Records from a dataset
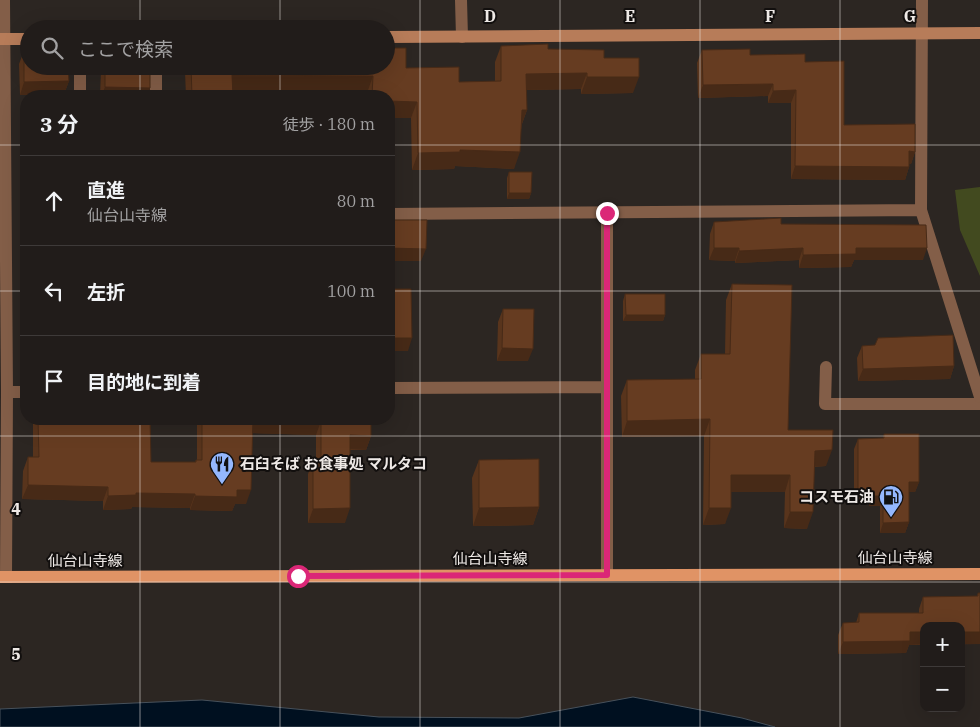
<!DOCTYPE html>
<html lang="ja">
<head>
<meta charset="utf-8">
<style>
	body { margin:0; font-family:"IBM Plex Serif","Noto Sans JP",serif; background:#292523; color:#f1f3f6 }
	.controls { position:absolute; right:15px; bottom:15px; display:grid; overflow:hidden; border-radius:10px; box-shadow:0 5px 20px #0002 }
	.controls button { width:45px; height:45px; display:grid; place-items:center; padding:0; border:0; border-bottom:1px solid #3e3a39; background:#211c1a; color:#f1f3f6; font:25px sans-serif }
	.stop { position:absolute; width:15px; height:15px; margin:-11px; border:4px solid #db2777; border-radius:50%; background:#fff }
	.stop.end { background:#db2777; border-color:#fff; box-shadow:0 1px 5px #0008 }
	.list { margin:0; padding:0; list-style:none }
	h2 { display:flex; justify-content:space-between; align-items:center; height:65px; margin:0; padding:0 20px; font-size:21px }
	h2 small { font-size:16px; font-weight:400; color:#a2a1a2 }
	.list li { display:grid; grid-template-columns:32px 1fr auto; gap:15px; align-items:center; box-sizing:border-box; height:90px; padding:0 20px; border-top:1px solid #3e3a39 }
	.list b { display:block; font-size:19px; white-space:nowrap }
	.list p { margin:0; font-size:16px; white-space:nowrap; color:#a2a1a2 }
	.list em { font-size:16px; font-style:normal; color:#a2a1a2 }
	.icon { flex:none; width:28px; height:28px; fill:none; stroke:currentColor; stroke-width:2; stroke-linecap:round; stroke-linejoin:round }
	.map { position:relative; flex:none; width:980px; height:727px; overflow:hidden }
	.search { position:absolute; background:#211c1a; box-shadow:0 5px 20px #0002; left:20px; top:20px; width:375px; height:55px; display:flex; align-items:center; gap:12px; box-sizing:border-box; padding:0 18px; border-radius:28px; color:#a2a1a2; font-size:19px }
	.panel { position:absolute; background:#211c1a; box-shadow:0 5px 20px #0002; left:20px; top:90px; width:375px; height:335px; border-radius:20px }
	.map>svg:first-child { display:block }
	.green { fill:#424a1f }
	.water { fill:#001020; stroke:#47515b }
	.lines { fill:none; stroke-linecap:round; stroke-linejoin:round }
	.lane { stroke:#835e48; stroke-width:12 }
	.street { stroke:#835e48; stroke-width:12 }
	.secondary { stroke:#b77c59; stroke-width:12 }
	.primary { stroke:#e09365; stroke-width:12 }
	.wall { fill:#58341c }
	.shaded-wall { fill:#472a17 }
	.building { fill:#663c21; stroke:#472a17 }
	.route { stroke:#db2777; stroke-width:6 }
	.grid { fill:none; stroke:#eee9e6; stroke-width:1; stroke-opacity:0.55 }
	.labels { text-anchor:middle; stroke-width:4; stroke-linejoin:round; paint-order:stroke }
	.poi-label { font-size:15px; font-weight:bold; fill:#eee9e6; stroke:#120f0e; text-anchor:start }
	.street-label { font-size:15px; fill:#eee9e6; stroke:#120f0e }
	.grid-label { font-size:16px; text-anchor:middle; font-weight:bold; fill:#eee9e6; stroke:#120f0e; stroke-width:4; stroke-linejoin:round; paint-order:stroke }
</style>
</head>
<body>
<div class="map">
<svg width="980" height="727" viewBox="0 0 980 727">
	<rect width="100%" height="100%" fill="#2c2622"/>
	<path class="green" d="M980,187V276L960,230L955,190Z"/>
	<path class="water" d="M633,697L742,718L775,727H0V709L202,700L379,717L519,718Z"/>
	<g class="lines">
		<path class="lane" d="M826,367L825,404H980"/>
		<path class="street" d="M4,0L7,392L6,577
			M461,0L462,37
			M922,0L921,210L980,397
			M80,66V96
			M156,66V96
			M389,214L921,210
			M389,388L607,387
			M7,392H26
			M607,575V213"/>
		<path class="secondary" d="M386,37L980,33
			M0,39H29"/>
		<path class="primary" d="M0,577L980,574"/>
	</g>
	<path class="wall" d="M501,46L548,49L604,58L633,93L581,94V89L526,90L527,110L522,124L514,169L455,166L454,169L412,170L411,118H389V96H367V93L233,91V96H186L185,72L187,66H386L406,68L459,82L495,81V62Z
		M702,50L805,62L844,125L915,152L911,164H909V167L905,180L791,179V103H768V96L698,98L697,63Z
		M24,51L69,81L64,94L20,95L19,64Z
		M102,66H150V88L147,96H100L101,70Z
		M26,133V180L24,179V138Z
		M509,172L531,193L529,199H507V178Z
		M714,222L781,224L923,260H854L851,267L799,268V260L735,263V261L709,260L710,234Z
		M732,284L788,430L826,466L814,467L807,529L784,528L785,492H731L725,524L703,525L704,436L622,437L621,396L627,380L695,379V370L701,354H725L726,300Z
		M625,294L665,315L663,321H623V301Z
		M503,309L528,361H497L498,322Z
		M862,346L954,366L950,379L858,381L857,358Z
		M35,419H150L151,462H195L196,460H197V419H371V436L366,450H350L345,523H308V474L313,460H316V435L253,433L246,504H235L232,511L190,510V508L132,507L131,509L103,510V501L22,499L23,471L28,457H33V423Z
		M884,434L919,482L915,492H909V522L905,533H880V506H869V503H854V449L858,439L883,438Z
		M479,460L539,507L533,525L473,526L472,478Z
		M978,593L980,644L909,645L906,653L838,654V635L843,623H856L859,613H919V609L923,597L977,596Z"/>
	<path class="shaded-wall" d="M587,73L581,89L520,90L526,74Z
		M232,75L373,76L367,93L227,91Z
		M587,77H639L633,93L581,94Z
		M69,81L64,94L20,95L24,82Z
		M773,84L768,96L698,98L703,85Z
		M105,87L150,88L147,96H101Z
		M796,90L791,103H768L773,91Z
		M389,101L417,102L411,118H389Z
		M522,110H527L521,126Z
		M460,150L520,152L514,169L455,166L454,169L412,170L418,153Z
		M909,151L915,152L911,164H904Z
		M795,166L909,167L905,180L791,179Z
		M26,173V180L24,179Z
		M509,193H531L529,199H507Z
		M389,248L426,249L421,261H389Z
		M714,248H739L735,261L709,260Z
		M803,248L799,260L735,263L739,251Z
		M856,248H927L923,260H854L851,267L799,268L803,255Z
		M626,315H665L663,321H623Z
		M389,338H412L408,351H389Z
		M502,348L533,349L528,361H497Z
		M954,366L950,379L858,381L863,369Z
		M253,419L321,421L316,435L248,433Z
		M710,419L704,436L622,437L627,421Z
		M350,435L371,436L366,450L344,449Z
		M832,450L826,466L809,467L815,451Z
		M731,475H790L785,492H725Z
		M909,482H919L915,492H905Z
		M28,485L108,487L103,501L22,499Z
		M237,490H251L246,504H235L232,511L190,510L195,496Z
		M858,492H873L869,503H854Z
		M136,493L195,494L190,508L132,507L131,509L103,510L108,496Z
		M873,496H883L880,506H869Z
		M539,507L533,525L473,526L479,508Z
		M350,508L345,523H308L313,509Z
		M709,508H731L725,524L703,525Z
		M790,512H813L807,529L784,528Z
		M909,522L905,533H880L883,523Z
		M910,632H924V644L909,645L906,653L838,654L843,642Z
		M961,632H980V644H961Z"/>
	<path class="building" d="M548,44V49L604,50V58H639V77H587V73L526,74L527,110H522L520,152L460,150V152L418,153L417,102L389,101V96H372L373,76L232,75L233,96H192L191,66H386V48H406V68L459,67V82L501,81V46Z
		M750,49V55L805,54V62L844,61V125L915,124V152L909,151V167L795,166L796,90L773,91V84L703,85L702,50Z
		M24,51H29V66H68L69,81L24,82Z
		M105,66H150V88L105,87Z
		M509,172H532L531,193H509Z
		M781,218V224L926,225L927,248H856V254L803,255V248L739,251V248H714V222Z
		M389,220H427L426,249L389,248Z
		M732,284L792,285L788,430H833L832,450L815,451L813,512H790V475H731V508H709L710,419L627,421V380L701,379V354H730Z
		M389,289H411L412,338H389Z
		M625,294H665V315H626Z
		M503,309H534L533,349L502,348Z
		M953,335L954,366L863,369L862,346L875,345L878,338Z
		M38,419H150L151,462H196V460H202V419H371V436L350,435V508L313,509V460H321V421L253,419L251,490H237V497L195,496V494L136,493V495L108,496V487L28,485V457H39Z
		M884,434H919V482H909V522L883,523V496H873V492H858V439L884,438Z
		M539,459V507L479,508V460Z
		M978,593H980V632H961V626H924V632H910V641L843,642V623L859,622V613H923V597L978,596Z"/>
	<g class="lines">
		<path class="route" d="M298,576L607,575V213"/>
	</g>
	<path class="grid" d="M140,0V29M280,0V29M420,0V727M560,0V727M700,0V727M840,0V727M140,66V96M280,66V96M0,145H26M389,145H980M0,291H26M389,291H980M140,419V727M280,419V727M0,436H980M0,582H980"/>
	<defs>
		<g id="restaurant-pin" transform="scale(1.25)"><path d="M0 17L-7.5 6A9.5 9.5 0 1 1 7.5 6Z" fill="#94b7fd" stroke="#120f0e"/><path d="M-5-6h1v4h1v-4h1v4h1v-4h1v5L-1.5 .5V6h-2V.5L-5-1ZM5-6V6H3V1.5H1.5Q1.5-4 5-6Z" fill="#111"/></g>
		<g id="fuel-pin" transform="scale(1.25)"><path d="M0 17L-7.5 6A9.5 9.5 0 1 1 7.5 6Z" fill="#94b7fd" stroke="#120f0e"/><path d="M-5.5-6h7V0h2V4h1.3V-2.5L3-4.5l.8-.8L6-3V5H2.5V1h-1V6h-7ZM-4.2-4.7v3.2H.2V-4.7Z" fill="#111"/></g>
	</defs>
	<g fill-rule="evenodd">
		<use href="#restaurant-pin" x="222" y="464"/>
		<use href="#fuel-pin" x="891" y="497"/>
	</g>
	<g class="labels">
		<g class="poi-label">
			<text x="240" y="469">石臼そば お食事処 マルタコ</text>
			<text x="874" y="502" text-anchor="end">コスモ石油</text>
		</g>
		<g class="street-label">
			<text x="895" y="563">仙台山寺線</text>
			<text x="490" y="564">仙台山寺線</text>
			<text x="85" y="566">仙台山寺線</text>
		</g>
	</g>
	<g class="grid-label">
		<text x="490" y="22">D</text>
		<text x="630" y="22">E</text>
		<text x="770" y="22">F</text>
		<text x="910" y="22">G</text>
		<text x="16" y="515">4</text>
		<text x="16" y="660">5</text>
	</g>
</svg>
<div class="controls">
<button>+</button>
<button>−</button>
</div>
<div class="stop" style="left:298px;top:576px"></div>
<div class="stop end" style="left:607px;top:213px"></div>
<div class="search"><svg class="icon" aria-label="search" viewBox="0 0 24 24"><circle cx="10" cy="10" r="6"/><path d="M15 15l6 6"/></svg>ここで検索</div>
<section class="panel">
<h2>3 分<small>徒歩 · 180 m</small></h2>
<ul class="list">
<li><svg class="icon" aria-label="ahead" viewBox="0 0 24 24"><path d="M12 20V5M6 11l6-6 6 6"/></svg><div><b>直進</b><p>仙台山寺線</p></div><em>80 m</em></li>
<li><svg class="icon" aria-label="left" viewBox="0 0 24 24"><path d="M17 20v-9H6M10 6l-5 5 5 5"/></svg><div><b>左折</b></div><em>100 m</em></li>
<li><svg class="icon" aria-label="arrive" viewBox="0 0 24 24"><path d="M6 21V4h12l-3 4 3 4H6"/></svg><div><b>目的地に到着</b></div></li>
</ul>
</section>
</div>
</body>
</html>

Goal of the exercise:
All that is needed is the exact run of lines above from the line containing "<h2>3 分<small>徒歩 · 180 m</small></h2>" through the line containing "20v-9H6M10 6l-5 5", both of them included.

Response to the exercise:
<h2>3 分<small>徒歩 · 180 m</small></h2>
<ul class="list">
<li><svg class="icon" aria-label="ahead" viewBox="0 0 24 24"><path d="M12 20V5M6 11l6-6 6 6"/></svg><div><b>直進</b><p>仙台山寺線</p></div><em>80 m</em></li>
<li><svg class="icon" aria-label="left" viewBox="0 0 24 24"><path d="M17 20v-9H6M10 6l-5 5 5 5"/></svg><div><b>左折</b></div><em>100 m</em></li>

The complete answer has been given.